Constitués en une espèce de tribunal secret, ils citèrent à leur barre l'histoire contemporaine, se donnant pour mission de casser ses arrêts lorsqu'ils n'étaient pas jugés justes. En un mot, ils voulurent refaire les événements et corriger la Providence.
Ces joueurs intrépides, plus hardis que les géants et les titans de la Fable, essayèrent de regagner contre Dieu les parties perdues sur le tapis vert du monde, et s'engagèrent par des serments les plus formidables à s'entr'aider dans ces entreprises.
Le soulèvement de l'Inde, le rétablissement de Napoléon sur un trône plus élevé, l'affranchissement de l'Espagne, la délivrance de la Grèce, où plus tard Byron, qui faisait partie de cette junte, trouva la mort, tels étaient les plans que ces hommes s'étaient tracés.
Les divers mouvements et révoltes qui eurent lieu vers ces temps-là étaient leur ouvrage. Ils avaient guidé les Mahrattes contre les Anglais, agité la Péninsule, préparé l'insurrection de Grèce, et tenté d'enlever l'empereur, à qui un empire oriental rêvé dans sa jeunesse avait été préparé dans l'Inde, d'où il serait revenu en Europe en suivant à rebours le chemin d'Alexandre.
Ces grands esprits, ces volontés inflexibles, qui remaniaient la carte de l'univers et voulaient faire subir leurs ordres au hasard, n'avaient cependant pas réussi dans leurs combinaisons.

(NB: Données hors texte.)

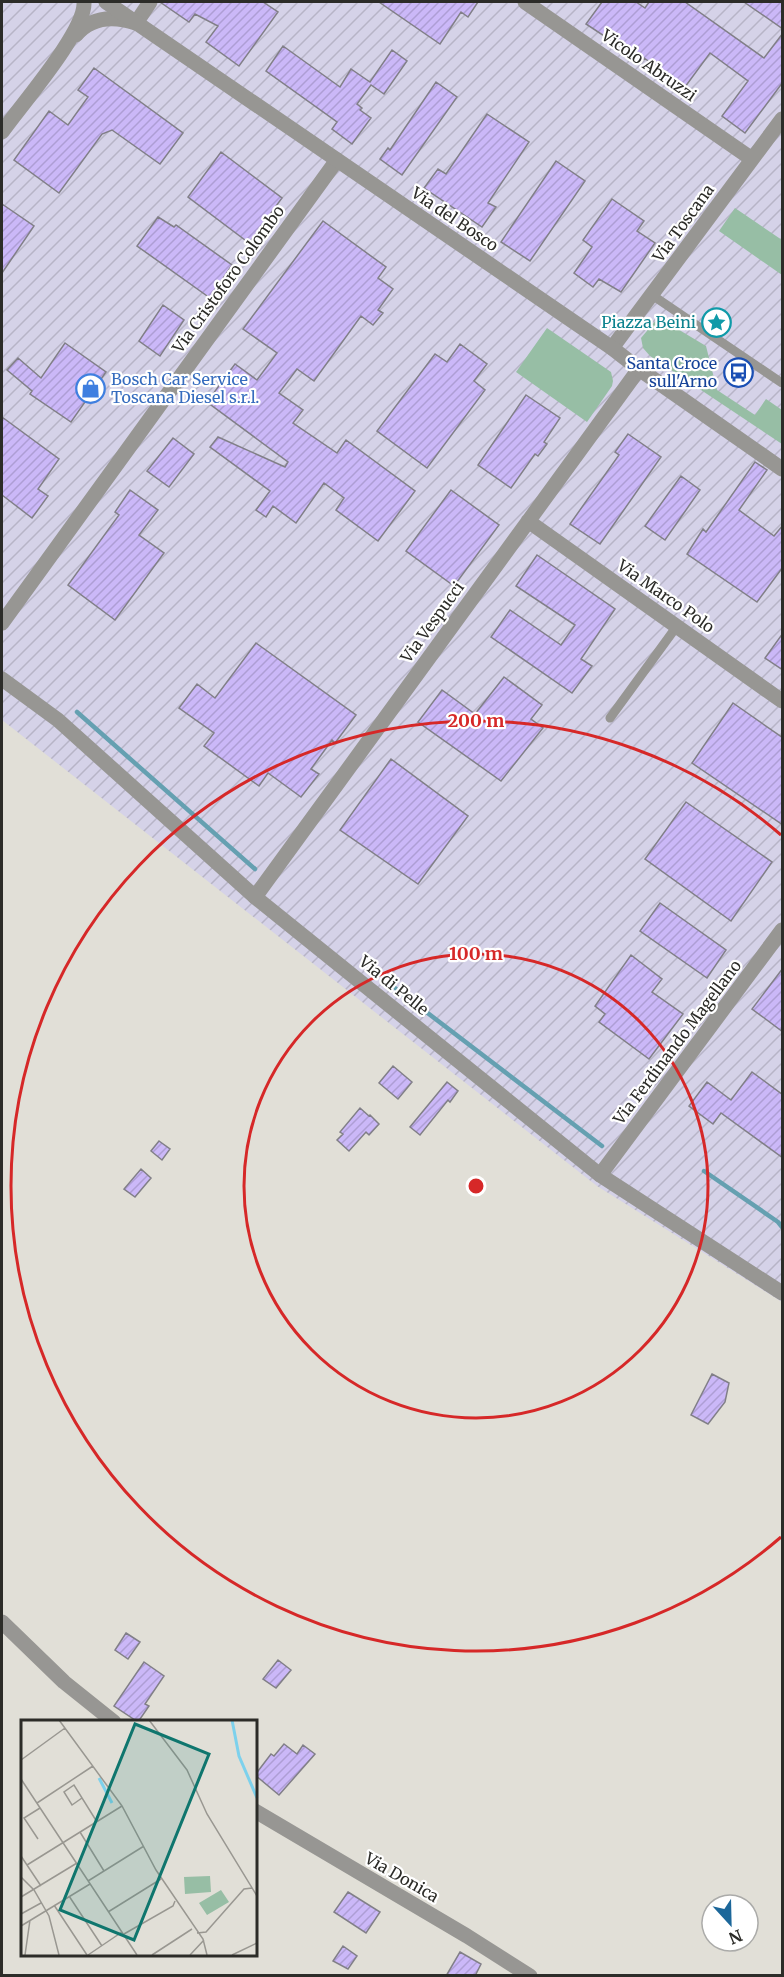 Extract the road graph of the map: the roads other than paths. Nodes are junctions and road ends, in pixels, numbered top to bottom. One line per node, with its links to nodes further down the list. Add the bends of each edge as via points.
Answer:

Arrivés au bout de toutes les voies, ils avaient été renversés par ce petit souffle qui n'est peut-être autre chose que l'esprit de Dieu.
Tous leurs laborieux entassements s'étaient écroulés on ne sait pourquoi. Malgré tous leurs efforts, les fatalités inexplicables continuaient leur marche aveugle. Le destin maintenait ses décisions.
Ce qui leur paraissait le bon droit essuyait des défaites, ce qui leur semblait injuste triomphait: le génie se tordait toujours sur la croix et la médiocrité florissait sous sa couronne d'or. Un obstacle imprévu, une trahison, une mort inopportune ou quelque autre obstacle déjouaient leurs mesures au moment où elles allaient réussir. Ils essayaient de remonter le cours des choses et se sentaient, malgré leurs prodigieux efforts, emportés par le courant invincible.
La plupart s'acharnaient avec cette fureur du joueur malheureux, avec ce délire de l'orgueil aux prises avec l'impossible. Insensés, ils jetaient une poignée de poussière contre le ciel, et, comme Xerxès, eussent volontiers fait donner le fouet à la mer. D'autres, plus forts, en étaient arrivés à soupçonner ce que, faute d'autre mot, nous appellerons «les mathématiques du hasard;» ils pressentaient que les événements étaient déterminés par une gravitation dont la loi restait à trouver pour un Newton de l'avenir, et, s'ils le contrariaient, c'était par une curiosité d'expérimentateur; ils agitaient le monde comme un physicien remue un verre pour mêler les liquides et les voir ensuite reprendre leur place selon leur pesanteur spécifique.
Sir Arthur Sidney, Benedict Arundell, le comte de Volmerange, Dolfos et Dakcha appartenaient à cette puissante association. Sidney et Dakcha, membres du cycle supérieur, avaient le droit de choisir parmi leurs frères ceux qu'ils jugeaient nécessaires à l'exécution de leurs projets. Benedict et Volmerange, qui, malgré leur serment, avaient disposé de leur personne, avaient été ramenés au devoir de la manière qu'on a pu lire dans ce récit. Toutes ces existences troublées ou perdues, ces sacrifices d'argent, de courage et de génie n'avaient eu aucun résultat: le joueur invisible avait toujours gagné.
Le peu que nous venons de dire suffira pour faire comprendre le but et les moyens de cette association, espèce de Sainte-Vehme, philosophique qui déploya une énergie inouïe et des ressources immenses pour substituer dans l'histoire la volonté humaine à la volonté divine.